The City of Light is sweltering under a ‘red alert’ as a brutal heatwave grips the French capital, while across the Channel, Britain’s handling of similar temperatures has drawn unexpected praise from the World Health Organisation. It is a curious inversion of the usual European weather narrative: the south wilting, the north weathering the storm.
For Parisians, the mercury has climbed above 40 degrees Celsius, turning the métro into a sauna and the boulevards into mirages. Hospitals are on standby, schools are closed, and the city’s famous parks have become makeshift refugee camps for those without air conditioning. The emergency services are stretched thin, dealing with heatstroke cases that double by the hour.

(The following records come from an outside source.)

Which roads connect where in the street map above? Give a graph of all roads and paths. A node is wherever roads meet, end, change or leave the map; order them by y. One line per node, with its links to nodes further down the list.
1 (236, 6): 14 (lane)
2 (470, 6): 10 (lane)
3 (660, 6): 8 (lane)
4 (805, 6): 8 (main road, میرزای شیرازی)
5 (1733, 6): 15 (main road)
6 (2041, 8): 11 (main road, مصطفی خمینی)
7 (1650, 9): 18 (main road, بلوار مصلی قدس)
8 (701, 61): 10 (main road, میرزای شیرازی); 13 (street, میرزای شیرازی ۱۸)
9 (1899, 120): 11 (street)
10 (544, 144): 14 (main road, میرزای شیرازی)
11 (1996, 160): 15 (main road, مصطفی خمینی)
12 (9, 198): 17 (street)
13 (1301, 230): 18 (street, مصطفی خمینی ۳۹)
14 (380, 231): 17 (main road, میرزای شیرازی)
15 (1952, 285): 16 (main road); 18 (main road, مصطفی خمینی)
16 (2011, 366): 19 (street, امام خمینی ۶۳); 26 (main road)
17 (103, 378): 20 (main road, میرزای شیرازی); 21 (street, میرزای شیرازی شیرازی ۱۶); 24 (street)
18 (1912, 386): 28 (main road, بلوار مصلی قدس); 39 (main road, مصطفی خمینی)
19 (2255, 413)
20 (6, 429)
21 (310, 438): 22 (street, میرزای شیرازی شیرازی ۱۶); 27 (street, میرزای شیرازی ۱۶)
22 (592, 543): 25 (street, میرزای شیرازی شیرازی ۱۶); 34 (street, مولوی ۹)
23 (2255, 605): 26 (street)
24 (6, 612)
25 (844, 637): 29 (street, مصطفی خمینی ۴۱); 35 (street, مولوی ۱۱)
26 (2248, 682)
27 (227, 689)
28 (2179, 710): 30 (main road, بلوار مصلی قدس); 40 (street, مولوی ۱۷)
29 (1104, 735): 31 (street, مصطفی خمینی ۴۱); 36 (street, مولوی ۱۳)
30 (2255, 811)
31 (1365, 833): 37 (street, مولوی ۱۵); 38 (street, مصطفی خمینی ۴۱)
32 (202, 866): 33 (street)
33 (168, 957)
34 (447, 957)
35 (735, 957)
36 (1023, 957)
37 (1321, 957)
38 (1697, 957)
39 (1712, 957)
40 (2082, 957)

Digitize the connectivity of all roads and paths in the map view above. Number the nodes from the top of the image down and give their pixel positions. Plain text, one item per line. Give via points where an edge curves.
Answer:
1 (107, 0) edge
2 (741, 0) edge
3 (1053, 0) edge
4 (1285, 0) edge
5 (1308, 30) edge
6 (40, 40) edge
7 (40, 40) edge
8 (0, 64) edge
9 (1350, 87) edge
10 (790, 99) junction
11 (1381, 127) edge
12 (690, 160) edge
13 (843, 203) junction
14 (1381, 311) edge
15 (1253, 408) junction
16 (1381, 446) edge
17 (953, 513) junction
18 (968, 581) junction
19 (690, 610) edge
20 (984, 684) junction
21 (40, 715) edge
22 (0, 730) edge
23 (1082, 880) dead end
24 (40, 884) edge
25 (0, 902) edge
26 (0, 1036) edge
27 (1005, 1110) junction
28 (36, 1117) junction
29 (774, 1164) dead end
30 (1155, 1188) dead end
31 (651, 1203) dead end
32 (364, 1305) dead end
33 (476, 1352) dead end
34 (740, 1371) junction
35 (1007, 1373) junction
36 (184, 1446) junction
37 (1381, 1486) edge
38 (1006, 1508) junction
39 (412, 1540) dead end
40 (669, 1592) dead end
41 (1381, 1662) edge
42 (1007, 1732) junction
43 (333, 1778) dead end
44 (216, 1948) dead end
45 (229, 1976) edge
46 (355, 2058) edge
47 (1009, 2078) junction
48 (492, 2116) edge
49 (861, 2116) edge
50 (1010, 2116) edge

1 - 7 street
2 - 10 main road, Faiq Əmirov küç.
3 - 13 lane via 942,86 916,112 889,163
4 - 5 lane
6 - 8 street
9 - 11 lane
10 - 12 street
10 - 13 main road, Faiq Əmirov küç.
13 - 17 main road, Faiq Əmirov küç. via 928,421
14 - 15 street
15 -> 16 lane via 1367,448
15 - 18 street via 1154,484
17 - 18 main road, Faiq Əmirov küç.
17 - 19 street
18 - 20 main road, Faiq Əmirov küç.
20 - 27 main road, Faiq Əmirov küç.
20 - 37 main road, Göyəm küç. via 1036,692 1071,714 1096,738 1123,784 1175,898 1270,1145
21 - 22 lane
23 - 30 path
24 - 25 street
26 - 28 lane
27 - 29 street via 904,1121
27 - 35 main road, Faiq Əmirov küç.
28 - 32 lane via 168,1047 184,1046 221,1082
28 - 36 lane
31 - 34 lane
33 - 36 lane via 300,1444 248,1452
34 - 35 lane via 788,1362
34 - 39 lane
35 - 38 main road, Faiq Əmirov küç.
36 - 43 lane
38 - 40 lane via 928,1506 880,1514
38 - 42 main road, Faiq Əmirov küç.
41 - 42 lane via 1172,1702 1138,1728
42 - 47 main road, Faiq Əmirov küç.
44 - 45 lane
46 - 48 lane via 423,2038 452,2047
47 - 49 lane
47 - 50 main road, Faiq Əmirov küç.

Meanwhile, in London, the government’s Heatwave Plan, which was once dismissed as nanny-state meddling, has been applauded by the WHO as a model for other nations. The early warning system, the public health campaigns, and the provision of cooling centres have all been credited with keeping the death toll lower than in previous heat events.
But what does this mean for the people on the ground? In Paris, I spoke to Marie, a 72-year-old retiree living in a walk-up apartment in the 11th arrondissement. ‘I keep the blinds closed,’ she told me, fanning herself with a magazine. ‘But the air is thick. I am afraid to sleep.’ Her story is replicated across the city, a silent crisis unfolding behind shuttered windows.
In London, the response has been more orderly, but not without its own costs. The NHS has cancelled non-urgent appointments to free up staff for heat-related emergencies. The transport network has slowed, with speed restrictions on trains to prevent tracks buckling. These are the quiet adaptations of a society learning to live with extreme weather.
The WHO’s commendation is a rare diplomatic win for the UK, but it raises uncomfortable questions about the widening gap in climate resilience between nations. While Britain has invested in infrastructure and public health messaging, France’s response has been more ad hoc and reactive. The heatwave is a stress test for our social fabric, and the results are uneven.
There is also a class dimension to this story. In both cities, the wealthy retreat to air-conditioned offices and homes, while the poor and elderly suffer in cramped, unventilated spaces. The heatwave is an equaliser in name only. It discriminates by postcode, by income, by the colour of your passport.
As the mercury climbs, we are reminded that climate change is not a distant threat. It is here, in the sweat on a commuter’s brow, in the emergency department waiting rooms, in the quiet desperation of the elderly. The WHO may praise one country’s response over another, but the real story is the human cost. And that cost, as always, is borne unevenly.